The study included 93 ears in 91 patients (2 patients had bilateral operations). Each ear had either total (6) or near total (87) perforation of the tympanic membrane (TM).
All operations were done under general anesthesia using endo-tracheal inhalation route. In each case the TM is grafted using underlay TFG taken through post-oral incision supported externally by STSG taken from the medial surface of the lobule of the ear using no 15 scalpel. The lobule is stretched between 2 hands and the graft is taken. The round knife is used to abrade the mucosa of the lateral wall of the Eustachian tube and attic anterior to the malleus, floor of the middle ear (ME) and the undersurface of any remaining parts of the TM. Next, a small rim of the remaining TM is trimmed to freshen the edge for better healing. The ME is then packed with small pledges of gelatin sponge, then, the dried TFG is laid over the gelatin sponges and positioned to be under the skin of the posterior meatal wall and any remaining part of the TM. The STSG is then laid partly over the TFG and partly over the deep meatal skin. It could be used as one piece or cut into pieces. The assembly is supported externally by other pieces of gelatin sponge. The external ear is packed with antibiotic-containing Vaselinesed gauze. The wound is closed in layers and the patient is discharged from the hospital next morning.
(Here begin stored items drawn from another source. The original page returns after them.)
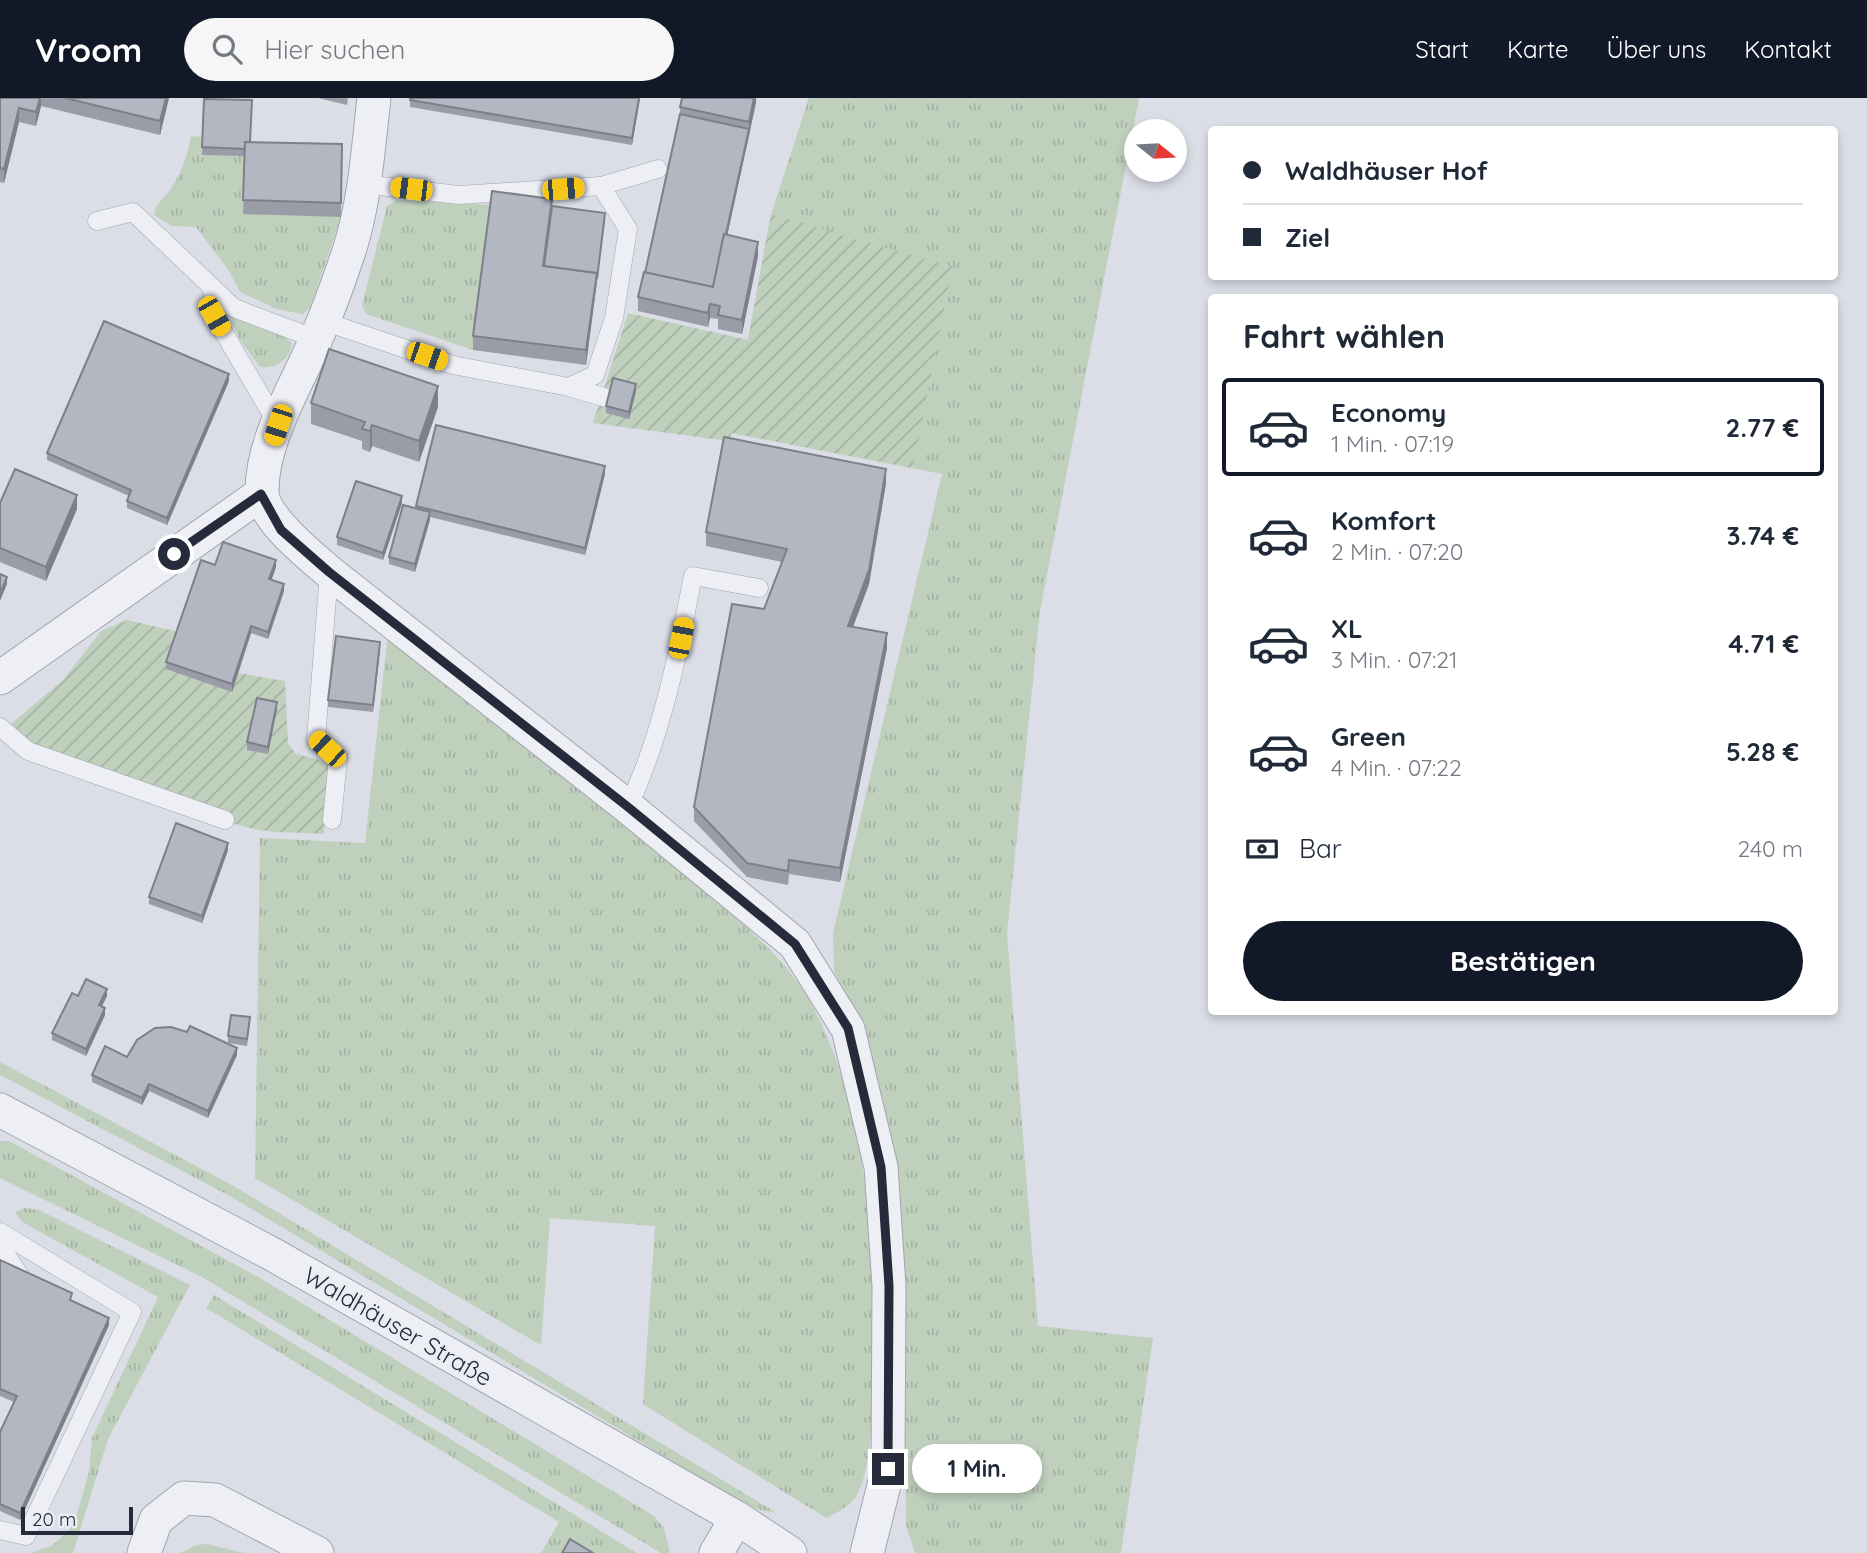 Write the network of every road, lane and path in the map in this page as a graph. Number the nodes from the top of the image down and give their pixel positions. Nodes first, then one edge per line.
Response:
1 (374, 98) edge
2 (658, 169) dead end
3 (363, 184) junction
4 (601, 186) junction
5 (96, 221) dead end
6 (212, 287) junction
7 (319, 330) junction
8 (569, 387) junction
9 (610, 399) edge
10 (278, 425) junction
11 (261, 494) junction
12 (329, 572) junction
13 (759, 588) dead end
14 (0, 678) edge
15 (0, 727) edge
16 (628, 807) junction
17 (225, 820) dead end
18 (332, 820) dead end
19 (0, 1110) edge
20 (0, 1232) edge
21 (0, 1245) edge
22 (20, 1276) edge
23 (737, 1518) junction
24 (0, 1530) edge
25 (144, 1553) edge
26 (317, 1553) edge
27 (716, 1553) edge
28 (790, 1553) edge
29 (867, 1553) edge

1 - 3 street
2 - 4 lane
3 - 4 lane
3 - 7 street
4 - 8 lane
5 - 6 lane
6 - 7 lane
6 - 10 lane
7 - 8 lane
7 - 10 street
8 - 9 lane
10 - 11 street
11 - 12 street
11 - 14 street
12 - 16 street
12 - 18 lane
13 - 16 lane
15 - 17 lane
16 - 29 street
19 - 23 street, Waldhäuser Straße
20 - 24 lane
21 - 22 lane
23 - 27 street
23 - 28 street, Waldhäuser Straße
25 - 26 street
Patients come for the first post-operative visit at 5-7 days where the stitches are removed and so the aural pack and the patient is given steroid-containing antibiotic ear drops twice a day.
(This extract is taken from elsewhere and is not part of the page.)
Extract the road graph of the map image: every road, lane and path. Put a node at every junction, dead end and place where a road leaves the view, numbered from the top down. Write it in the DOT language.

The next visit is usually at 3-4 weeks where the external canal is dry-cleaned and the graft is checked and the patient is asked to continue the ear drops if needed.
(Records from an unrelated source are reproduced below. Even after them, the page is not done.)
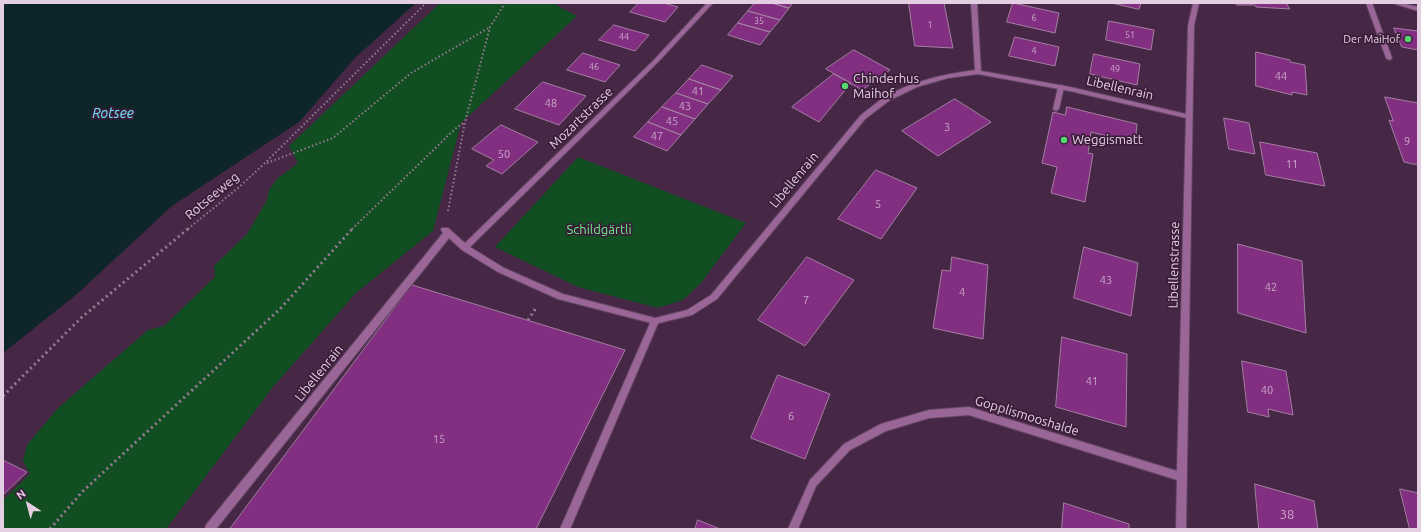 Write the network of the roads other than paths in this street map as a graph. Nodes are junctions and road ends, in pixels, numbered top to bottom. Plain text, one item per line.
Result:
1 (710, 3) edge
2 (974, 3) edge
3 (1196, 3) edge
4 (1369, 3) edge
5 (1395, 3) edge
6 (1418, 9) edge
7 (1389, 58) dead end
8 (978, 72) junction
9 (1061, 87) junction
10 (1056, 109) dead end
11 (1189, 117) junction
12 (465, 248) junction
13 (656, 322) junction
14 (1182, 477) junction
15 (210, 529) edge
16 (565, 529) edge
17 (793, 529) edge
18 (1181, 529) edge

1 - 12 street, Mozartstrasse
2 - 8 street
3 - 11 street, Libellenstrasse
4 - 7 street
5 - 6 street
8 - 9 street, Libellenrain
8 - 13 street, Libellenrain
9 - 10 street
9 - 11 street, Libellenrain
11 - 14 street, Libellenstrasse
12 - 13 street, Libellenrain
12 - 15 street, Libellenrain
13 - 16 street
14 - 17 street, Gopplismooshalde
14 - 18 street, Libellenstrasse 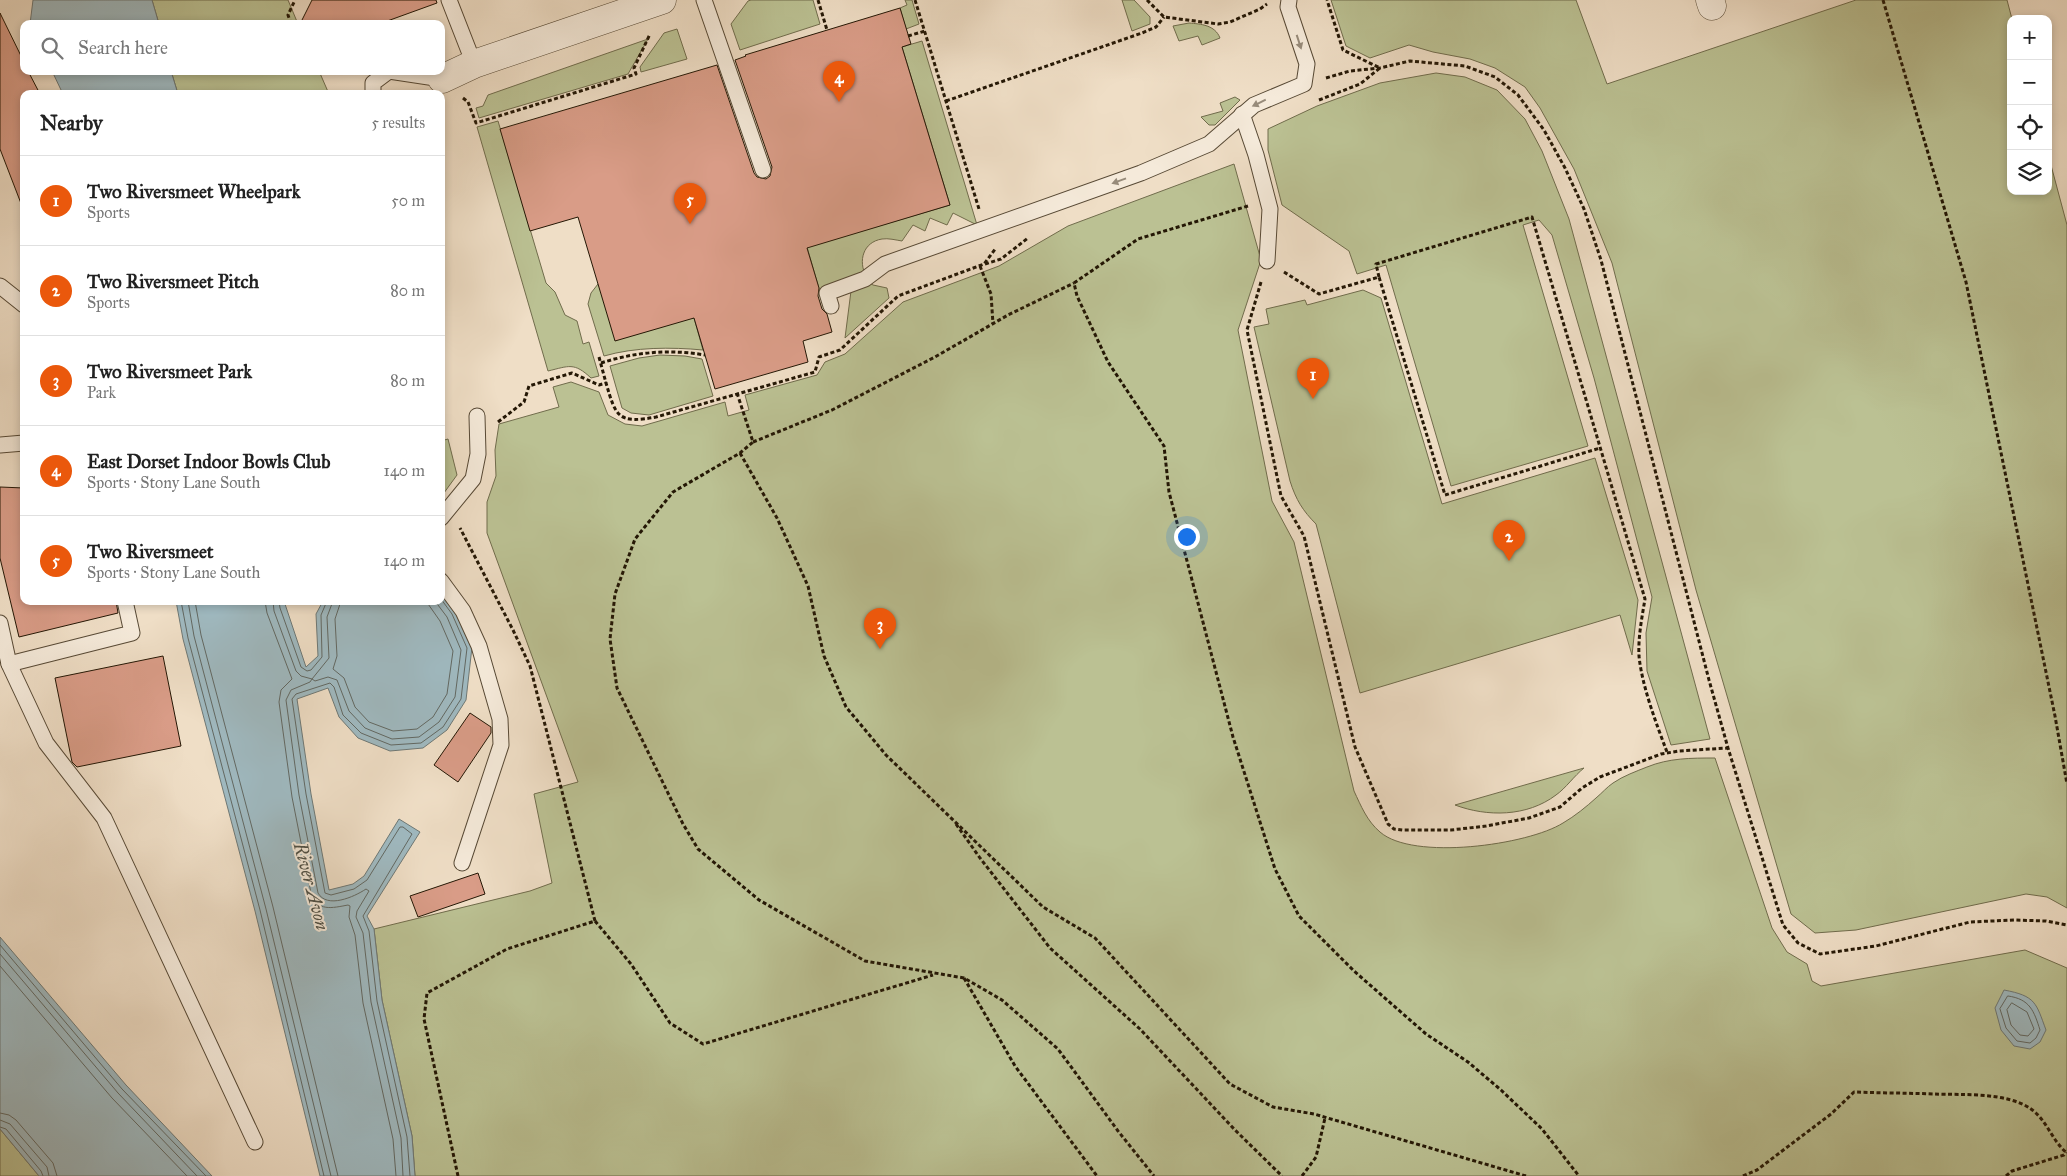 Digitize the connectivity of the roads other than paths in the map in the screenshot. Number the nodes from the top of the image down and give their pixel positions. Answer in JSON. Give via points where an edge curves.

The 3rd post-operative visit is usually at the 3rd month where the ear is examined again for the status of the graft and checked audiologically where the post-operative air-conduction threshold is compaired with the pre-operative one at frequencies 500, 1000, and 4000Hz.to calculate the hearing improvement. Pure-tone average PTA change is calculated again for the 54 patients who came for follow up at one year.

Results

The success rate for this technique to close the large defects of the TM was about 92% (86 out of 92 operations).
The average PTA improvement was 16.3 decibel (dB) at 3 month follow up, dropped to 15.5 dB at one year.
Failure to close the TM defect was noticed in 7 patients (< 8 %), 2 of them had total perforation and 5 had near-total ones. The cause of failure was local infection in 3 cases and unidentified in 4 cases. All failures were in the anterior half of the tympanic membrane.
Prolonged swelling of the graft was noticed in 2 cases (with formation of a tag-like part in one of them) .It persisted for more than 2 months both recovered during follow-up.
Local infection with some muco-purulent discharge occurred in 3 cases, one of them improved with treatment and the other one ended with breakdown of the graft.
Bleeding from the Jugular bulb or one of its tributaries occurred twice during abrading the mucosa of the floor of the ME. One of them stopped with oxidized cellulose and the other required extraluminal packing of the sigmoid sinus after cortical mastoidectomy. In both cases the operation could be continued successfully.
No complications were noticed from any of the donor sites.